SBIR Phase I:A Ground-Based Sensor Array for Wake Vortex Detection

Award Information
Agency: National Science Foundation
Branch: N/A
Contract: 0945388
Agency Tracking Number: 0945388
Amount: $149,981.00
Phase: Phase I
Program: SBIR
Awards Year: 2010
Solitcitation Year: 2010
Solitcitation Topic Code: IC
Solitcitation Number: NSF 09-541
Small Business Information
1777 Highland Drive, Suite B, Ann Arbor, MI, 48108
Duns: 969868298
Hubzone Owned: N
Woman Owned: N
Socially and Economically Disadvantaged: N
Principal Investigator
 Dominique Fourguette
 (323) 256-0547
Business Contact
 Dominique Fourguette
Title: MS
Phone: (323) 256-0547
Research Institution
This Small Business Innovation Research (SBIR) Phase I project seeks to develop a low-cost, easily-deployable sensor suite capable of providing the entire flow velocity field of wake vortices produced by airplanes near airports. Large aircraft produce strong air vortices at their wingtips, a significant hazard for smaller following aircraft. Without observing the vortices, aircraft must be widely-spaced on takeoff and landing. Current systems for airport wake-vortex measurement, such as wind anemometers, Radar Acoustic Sounding Sensors (RASS) and pulsed Light Detection and Ranging (LIDAR), do not capture the detailed flow-field of the vortex, so hazardous situations like counter-rotating vortices may not be detected. The new technique is based on the use of a sensor suite located at specific points near the runway to map the vortical flow. This Phase I effort includes a demonstration of the concept using existing laboratory data (consisting of 2-D mappings of vortical wall flows), and trade studies and design of the sensor suite. The sensor concept will be prototyped and tested in Phase II in an airport setting. The broader impact/commercial potential of this project will be increased safety during take-off and landing, especially for small aircraft. Present practice is to allow a fixed amount of spacing after a particular aircraft type to allow the vortices it produces to dissipate, plus an added safety margin.

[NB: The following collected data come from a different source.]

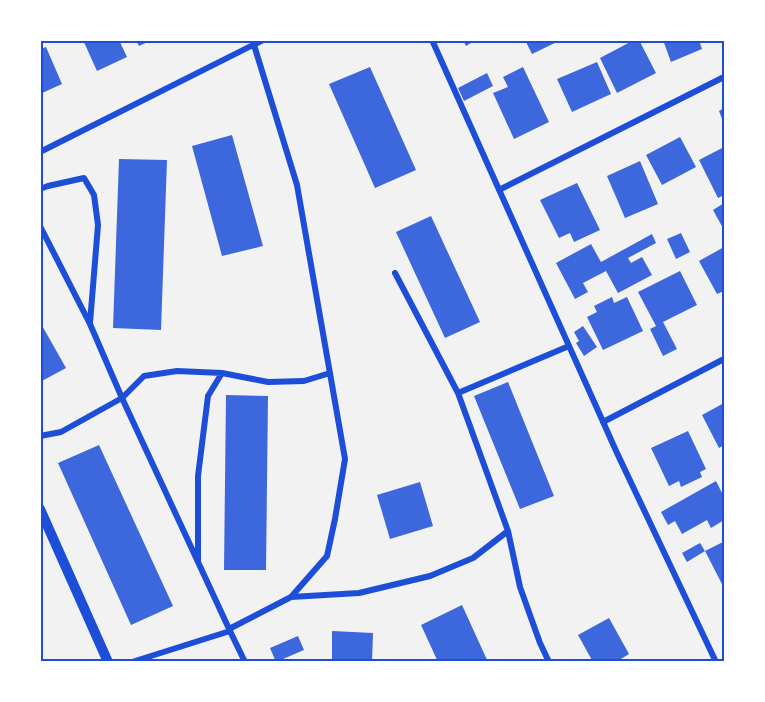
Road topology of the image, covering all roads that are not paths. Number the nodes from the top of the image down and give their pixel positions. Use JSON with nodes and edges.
{"nodes":[{"id":1,"x":263,"y":40,"type":"edge"},
{"id":2,"x":432,"y":40,"type":"edge"},
{"id":3,"x":254,"y":45,"type":"junction"},
{"id":4,"x":724,"y":77,"type":"edge"},
{"id":5,"x":40,"y":152,"type":"edge"},
{"id":6,"x":40,"y":189,"type":"edge"},
{"id":7,"x":499,"y":190,"type":"junction"},
{"id":8,"x":40,"y":226,"type":"edge"},
{"id":9,"x":394,"y":273,"type":"dead end"},
{"id":10,"x":90,"y":324,"type":"junction"},
{"id":11,"x":569,"y":346,"type":"junction"},
{"id":12,"x":724,"y":359,"type":"edge"},
{"id":13,"x":222,"y":373,"type":"junction"},
{"id":14,"x":330,"y":373,"type":"junction"},
{"id":15,"x":458,"y":393,"type":"junction"},
{"id":16,"x":122,"y":398,"type":"junction"},
{"id":17,"x":603,"y":422,"type":"junction"},
{"id":18,"x":40,"y":436,"type":"edge"},
{"id":19,"x":40,"y":509,"type":"edge"},
{"id":20,"x":508,"y":531,"type":"junction"},
{"id":21,"x":198,"y":563,"type":"junction"},
{"id":22,"x":291,"y":597,"type":"junction"},
{"id":23,"x":229,"y":630,"type":"junction"},
{"id":24,"x":108,"y":662,"type":"edge"},
{"id":25,"x":132,"y":662,"type":"edge"},
{"id":26,"x":245,"y":662,"type":"edge"},
{"id":27,"x":549,"y":662,"type":"edge"},
{"id":28,"x":716,"y":662,"type":"edge"}],
"edges":[{"from":1,"to":3,"type":"street"},
{"from":2,"to":7,"type":"street"},
{"from":3,"to":5,"type":"street"},
{"from":3,"to":14,"type":"street"},
{"from":4,"to":7,"type":"street"},
{"from":6,"to":10,"type":"street"},
{"from":7,"to":11,"type":"street"},
{"from":8,"to":10,"type":"street"},
{"from":9,"to":15,"type":"street"},
{"from":10,"to":16,"type":"street"},
{"from":11,"to":15,"type":"street"},
{"from":11,"to":17,"type":"street"},
{"from":12,"to":17,"type":"street"},
{"from":13,"to":14,"type":"street"},
{"from":13,"to":16,"type":"street"},
{"from":13,"to":21,"type":"street"},
{"from":14,"to":22,"type":"street"},
{"from":15,"to":20,"type":"street"},
{"from":16,"to":18,"type":"street"},
{"from":16,"to":21,"type":"street"},
{"from":17,"to":28,"type":"street"},
{"from":19,"to":24,"type":"street"},
{"from":20,"to":22,"type":"street"},
{"from":20,"to":27,"type":"street"},
{"from":21,"to":23,"type":"street"},
{"from":22,"to":23,"type":"street"},
{"from":23,"to":25,"type":"street"},
{"from":23,"to":26,"type":"street"}]}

The ability to directly observe the vortices will allow following distances to be based on actual conditions, allowing adaptive spacing, thus enhancing safety. In comparison with competing, more complex and more delicate LIDAR and radar-based systems, the low cost of this instrumentation will allow smaller airports, not just the largest ones, to be equipped with this technology. Such smaller airports using this capability can increase their flight capacity, thus potentially relieving larger hubs, especially if an emergency evacuation were to be declared. Larger airports can use the technology to increase overall safety, especially for smaller aircraft, allowing them to land and take off with confidence amongst the larger airliners. This effort will also increase our understanding of vortical wall flows, ubiquitous in windy conditions combined with rugged terrain. Derivative versions of this equipment will be useful for other applications, such as for emergency teams required to operate in hazardous-access, windy conditions.

* information listed above is at the time of submission.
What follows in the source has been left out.